3. Prototyping, prototyping, prototyping

This was a major part of the presentation, even though a talk focused solely on prototyping had been staged the previous day. All of Astro Bot's mechanics were based on this process. Prototyping, Doucet said, was a critical phase in the game's development, accounting for around a third of the entire production schedule.

Only ten per cent of the ideas generated at the brainstorming stage were selected for prototyping. Programmers own the entire prototyping process at Team Asobi, from creating assets to coding, ensuring faster iteration and tighter mechanics. Prototyping happens in two-week cycles, allowing for rapid feedback and adjustment of mechanics.

Doucet showed examples of how prototyping led to building sumo-style enemies that push Astro back, and how level designers used prototyping to place secret exits. Prototyping, he said, created a solid foundation, enabling the team to focus on polishing the game during production because all of the key mechanics had been refined during this stage.

(Team Asobi)

4. Rhythm, tempo and melody

Astro Bot's action is constructed on "rhythmic gameplay melodies," whereby the team creates chains of moments designed to feel satisfying to the player. Doucet showed a platforming section in which the player was required to "punch, punch, jump over and then drop, punch, punch, champion-punch," creating a sort of rhythm to the play.

Maintaining tempo was also critical to the second-to-second play experience. Astro quickly becomes impatient if the player leaves him for too long, and cutscenes were kept to an absolute minimum to ensure the player remains engaged and actually playing: in 12 hours of play, Astro Bot contains only 12.5 minutes of cutscene, or less than two per cent of game time.
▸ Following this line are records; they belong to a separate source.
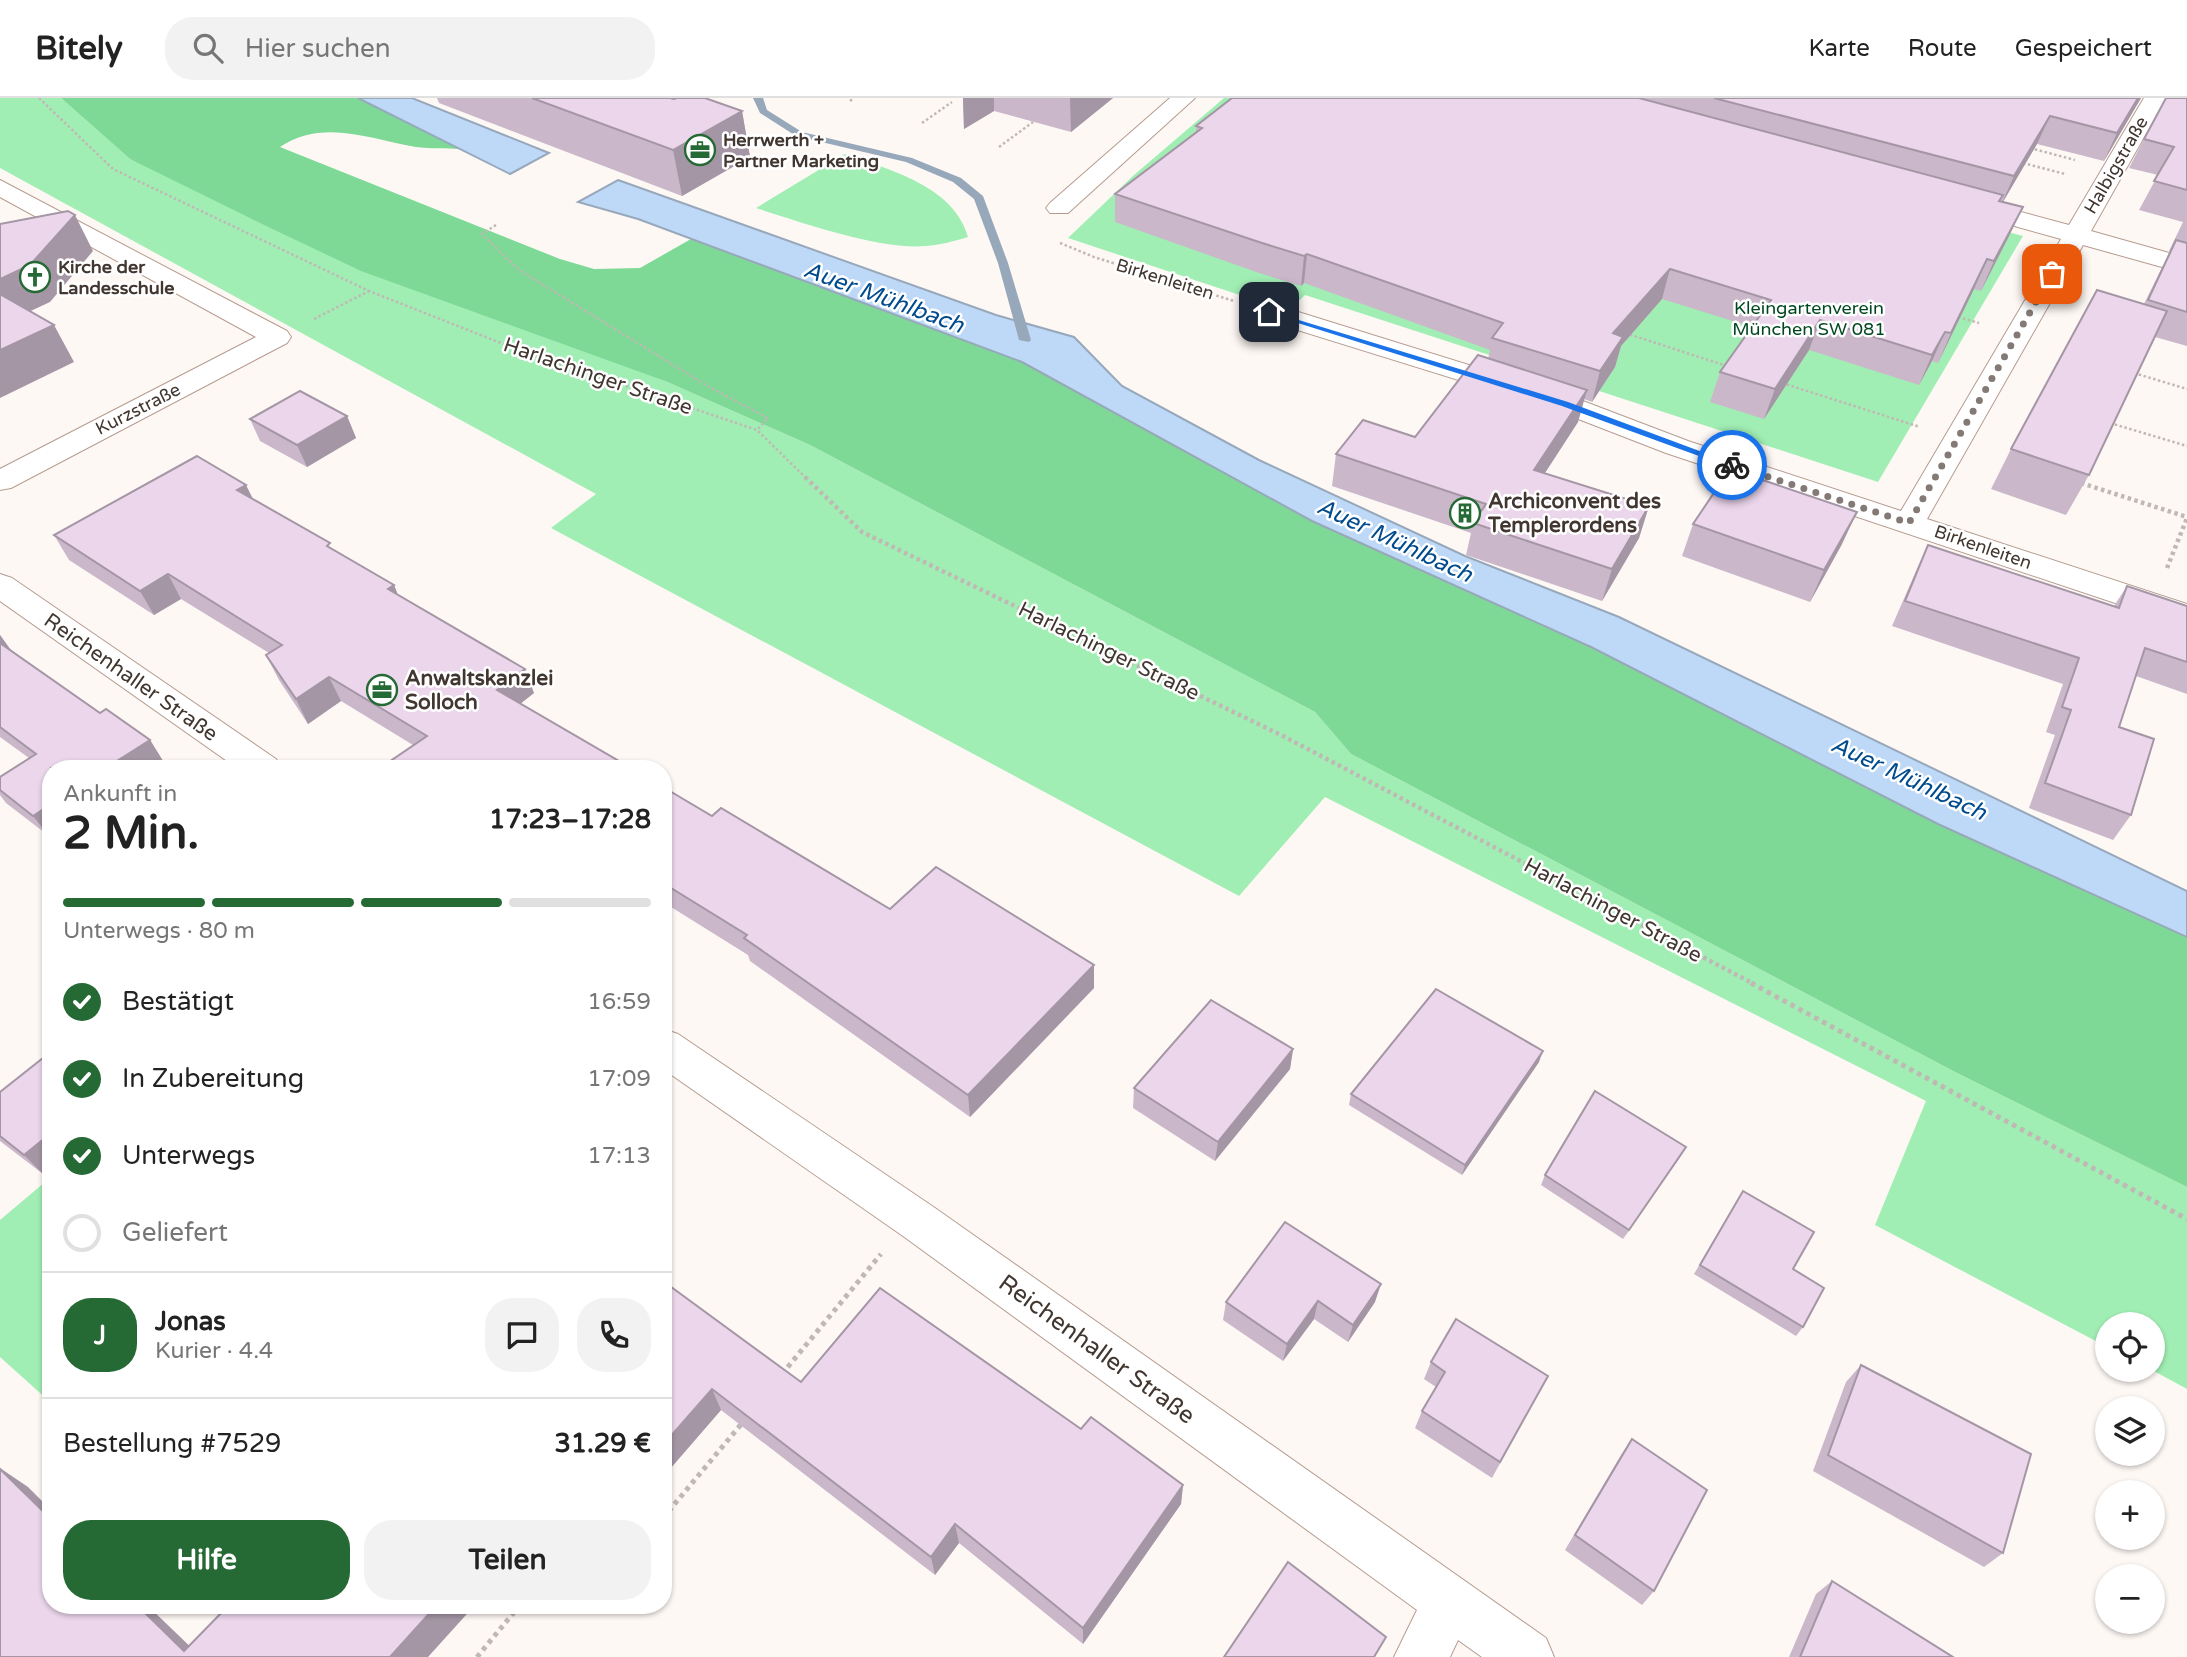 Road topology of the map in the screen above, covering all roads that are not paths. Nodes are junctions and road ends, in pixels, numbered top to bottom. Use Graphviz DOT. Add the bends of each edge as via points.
graph roads {
  1 [pos="2155,98"];
  2 [pos="1172,100"];
  3 [pos="0,187"];
  4 [pos="1944,199"];
  5 [pos="1059,208"];
  6 [pos="2075,234"];
  7 [pos="2187,265"];
  8 [pos="1269,312"];
  9 [pos="0,481"];
  10 [pos="1909,523"];
  11 [pos="0,585"];
  12 [pos="2187,615"];
  13 [pos="252,760"];
  14 [pos="672,1052"];
  15 [pos="1449,1603"];
  16 [pos="1421,1657"];
  17 [pos="1527,1657"];
  1 -- 6 [label="street, Halbigstraße"];
  2 -- 5 [label="street"];
  3 -- 9 [label="street, Kurzstraße" via="277,337"];
  4 -- 6 [label="street"];
  6 -- 7 [label="street"];
  6 -- 10 [label="street, Halbigstraße"];
  8 -- 10 [label="street, Birkenleiten" via="1565,404 1677,447"];
  10 -- 12 [label="street, Birkenleiten"];
  11 -- 13 [label="street, Reichenhaller Straße"];
  14 -- 15 [label="street, Reichenhaller Straße" via="911,1216"];
  15 -- 16 [label="street"];
  15 -- 17 [label="street, Reichenhaller Straße"];
}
"High tempo is actually a team value that we share," Doucet said.

5. The benefits of simplicity

Every effort was made to keep Astro's control system as simple as possible. Despite the DualSense controller offering 18 inputs, Astro Bot uses only three: one stick and two buttons. Since the target audience was intended to be effectively everyone who uses a PS5, input actions had to be simplified as much as possible.

This extended to guest characters, such as Kratos. In God Of War, there are two buttons to throw and retrieve his axe, but only one is required in Astro Bot. Doucet said the team "took the hit" on using the L1 and L2 buttons as inflation and deflation controls, but he showed clearly in the talk that every single button press in the entire game was a carefully considered decision.

6. Balancing audiences

This need for simplicity and accessibility created a problem in itself: if the control method is simple enough to appeal to the most casual of players, how could Astro Bot also feel like a "gamer's game"?

After deciding not to include a difficulty setting, Doucet and his team instead implemented a game-wide difficulty curve that allows less-committed players to complete the story but included extremely hard levels for those seeking more of a challenge.

"The solution was to have levels on the side that would be really, really hard," Doucet said. The team also added levels with no checkpoints and other challenges "for the people who really want to burp the blood."

One stage was so difficult that "even some programmers complained it was too hard," Doucet revealed.

7. The endless review

Finally, the team would physically review the game every two weeks, to test new features that had been implemented and ensure they were fun enough to stay. These were two-hour sessions including two groups of 30 people, the first 30 minutes of which involved purely socialising.

Doucet conducted these review sessions religiously over the game's entire development period, meaning they took place on over 100 occasions. They included reviews of art, audio and engine updates. Doucet showed video of these events, which were clearly a major part of Astro Bot's development, not to mention its success upon release.